Nobel Newspaper Article

Prof. Robert B. Laughlin
Department of Physics
Stanford University, Stanford, CA 94305

This is one of several newspaper articles related to Prof. Laughlin's 1998 Nobel Prize in Physics.



San Francisco Chronicle
Wednesday, 14 October 1998

A Nobel Effort at Stanford

Physics prof wins for breakthrough quantum theory

By Carl T. Hall and Bill Workman

Robert B. Laughlin of Stanford University won the Nobel Prize in physics yesterday for a groundbreaking explanation of a bizarre sideways dance performed by ensembles of electrons trapped in a two-dimensional space.

Two other physicists, Horst L. Srörmer of Columbia University and Daniel C. Tsui of Princeton University, shared in the prize for earlier experiments that set the stage for Laughlin's work.

The Royal Swedish Academy of Sciences also awarded Nobels in chemistry yesterday to scientists at U.S. universities for pioneering work in quantum theory.

Walter Kohn at the University of California at Santa Barbara and John Pople of Northwestern University in Chicago, both prominent in the field of computational chemistry, were recognized for developing new tools to predict the behavior of chemicals.

Each Nobel comes with a cash award of $978,000, shared by the winners in each category. It is the fourth year in a row that a Stanford physicist has won the honor.

Laughlin learned of the award from his 13-year-old son, Todd, who fielded the call from Sweden on a Mickey Mouse phone in his room.

A Nobel favorite for years, Laughlin joked that he had begun to feel "kind of like being the only kid on the block who doesn't have one" after working among such past Stanford laureates as Steven Chu, Douglas Osheroff and Martin Perl.

Laughlin, 47, was honored for starling insights published in 1983 while he was a staff scientist at Lawrence Livermore National Laboratory, and which developed from work he did at the old Bell Labs.

His theories followed the experimental findings of Tsui and Störmer, which had set the physics world abuzz by establishing a so-called fractional quantum Hall effect - where groups of electrons act as if they are quarks, or fractions of a single electron.

The work has since become a keystone of a new field of quantum physics, distantly related to a classic discovery in 1879 named for physics pioneer Edwin Hall.

"There were a lot of implausible explanations," recalled Laughlin's longtime colleague, Livermore physicist Stephen Libby, "and then Bob came out with his gorgeous and obviously brilliant explanation."

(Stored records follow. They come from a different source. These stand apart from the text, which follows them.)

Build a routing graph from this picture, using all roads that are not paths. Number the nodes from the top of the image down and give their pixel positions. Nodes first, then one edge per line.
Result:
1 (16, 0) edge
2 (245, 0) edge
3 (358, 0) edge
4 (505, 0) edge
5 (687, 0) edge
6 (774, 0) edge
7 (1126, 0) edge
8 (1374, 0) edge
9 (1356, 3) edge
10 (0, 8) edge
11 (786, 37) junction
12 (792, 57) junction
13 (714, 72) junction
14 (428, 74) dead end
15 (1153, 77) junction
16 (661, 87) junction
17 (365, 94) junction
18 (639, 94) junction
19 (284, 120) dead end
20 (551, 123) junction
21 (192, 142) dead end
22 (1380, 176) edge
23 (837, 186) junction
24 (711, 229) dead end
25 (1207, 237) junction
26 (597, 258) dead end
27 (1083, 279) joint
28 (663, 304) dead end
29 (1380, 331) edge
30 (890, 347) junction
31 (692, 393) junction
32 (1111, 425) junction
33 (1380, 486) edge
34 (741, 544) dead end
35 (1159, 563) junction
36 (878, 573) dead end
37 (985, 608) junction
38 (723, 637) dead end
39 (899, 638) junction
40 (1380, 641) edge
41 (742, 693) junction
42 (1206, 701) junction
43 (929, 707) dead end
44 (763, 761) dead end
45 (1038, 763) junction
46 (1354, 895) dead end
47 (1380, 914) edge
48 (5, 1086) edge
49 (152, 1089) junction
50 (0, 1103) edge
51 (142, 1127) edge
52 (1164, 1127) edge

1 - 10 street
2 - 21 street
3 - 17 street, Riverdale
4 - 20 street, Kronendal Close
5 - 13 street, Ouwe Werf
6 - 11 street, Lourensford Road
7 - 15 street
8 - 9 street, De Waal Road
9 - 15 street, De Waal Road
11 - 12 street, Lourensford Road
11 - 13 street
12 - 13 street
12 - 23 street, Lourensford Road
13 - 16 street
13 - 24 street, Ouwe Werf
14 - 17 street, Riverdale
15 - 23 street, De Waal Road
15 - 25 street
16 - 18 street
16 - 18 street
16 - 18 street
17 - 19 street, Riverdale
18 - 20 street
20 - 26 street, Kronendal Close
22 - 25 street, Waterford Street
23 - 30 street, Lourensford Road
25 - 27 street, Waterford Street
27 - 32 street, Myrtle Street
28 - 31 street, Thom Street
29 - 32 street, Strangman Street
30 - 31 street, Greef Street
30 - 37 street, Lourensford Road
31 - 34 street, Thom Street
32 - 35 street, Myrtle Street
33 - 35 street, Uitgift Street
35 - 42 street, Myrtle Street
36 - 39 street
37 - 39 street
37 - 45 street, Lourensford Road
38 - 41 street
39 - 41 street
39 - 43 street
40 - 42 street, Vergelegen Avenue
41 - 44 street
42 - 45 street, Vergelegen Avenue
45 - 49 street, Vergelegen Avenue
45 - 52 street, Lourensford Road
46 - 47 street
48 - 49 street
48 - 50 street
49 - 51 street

In almost any introductory physics class, students learn that electrons moving along a strip of metal will deflect sideways if subjected to a magnetic charge operating perpendicular to the strip. This sideways move puts more electrons on one side than the other, creating a charge.

The stronger the magnetic field, the higher the charge. The physicist Klaus von Klitzing, who on the Nobel in 1985, applied the principle of quantum physics to show that under special conditions of two-dimensional space, the same particles would move in a stair stip fashion.

In essence, each "jump" was equivalent to a single electron's "unit charge." The Tsui-Störmer experiments that won the shared Nobel took that a step further, showing that under colder temperature and higher-powered magnetic fields, the electrons could move in steps within the steps.

Because there was no actual splitting of any electrons into even smaller particles, no theoretician could explain it until Laughlin came along.

"It was incredibly puzzling. It was a totally puzzling result," said Richard Fortner, head of the physics lab at Livermore.

The theory took quantum mechanics to new plateaus, unleashing a bizarre new vocabulary that is still puzzling enough to anyone unfamiliar with such concepts as "composite bosons" and "magnetic flux."

The practical utility of such fundamental discoveries is yet to be made clear, either, although experts insist that such advances as super-efficient computers and power-generation are coming.

Laughlin, a self-taught composer and pianist who frequently takes friends and family hiking near his cabin in the Sierra, seemed perturbed yesterday by repeated questions as to the usefulness of his work.

Colleagues noted that Laughlin has long maintained a fierce advocacy for basic research.

"It's not going to make technology tomorrow, although I could be wrong about that," Laughlin told reporters yesterday. "Our business is finding what is truth and distinguishing what is not true."

He decried those who might abandon support of the kind of theoretical research that he and his Nobel colleagues have been encouraged to pursue.

"I, for one, am very pessimistic about the chances for even one generation younger than I to have the opportunity to be where I am today," he said.

The chemists who were honored yesterday won for work considered more clearly linked to product payoffs, such as making the process of drug discovery less reliant on painstaking experiments to find out how certain molecules behave.

Work by Pople, in particular, laid a foundation for the modern pharmaceutical industry, said Peter Kollman, a professor at the University of California at San Francisco's School of Pharmacy.

"There are probably 2,000 people who do this now in industry and at universities, and they all rely on the work that he did," Kollman said.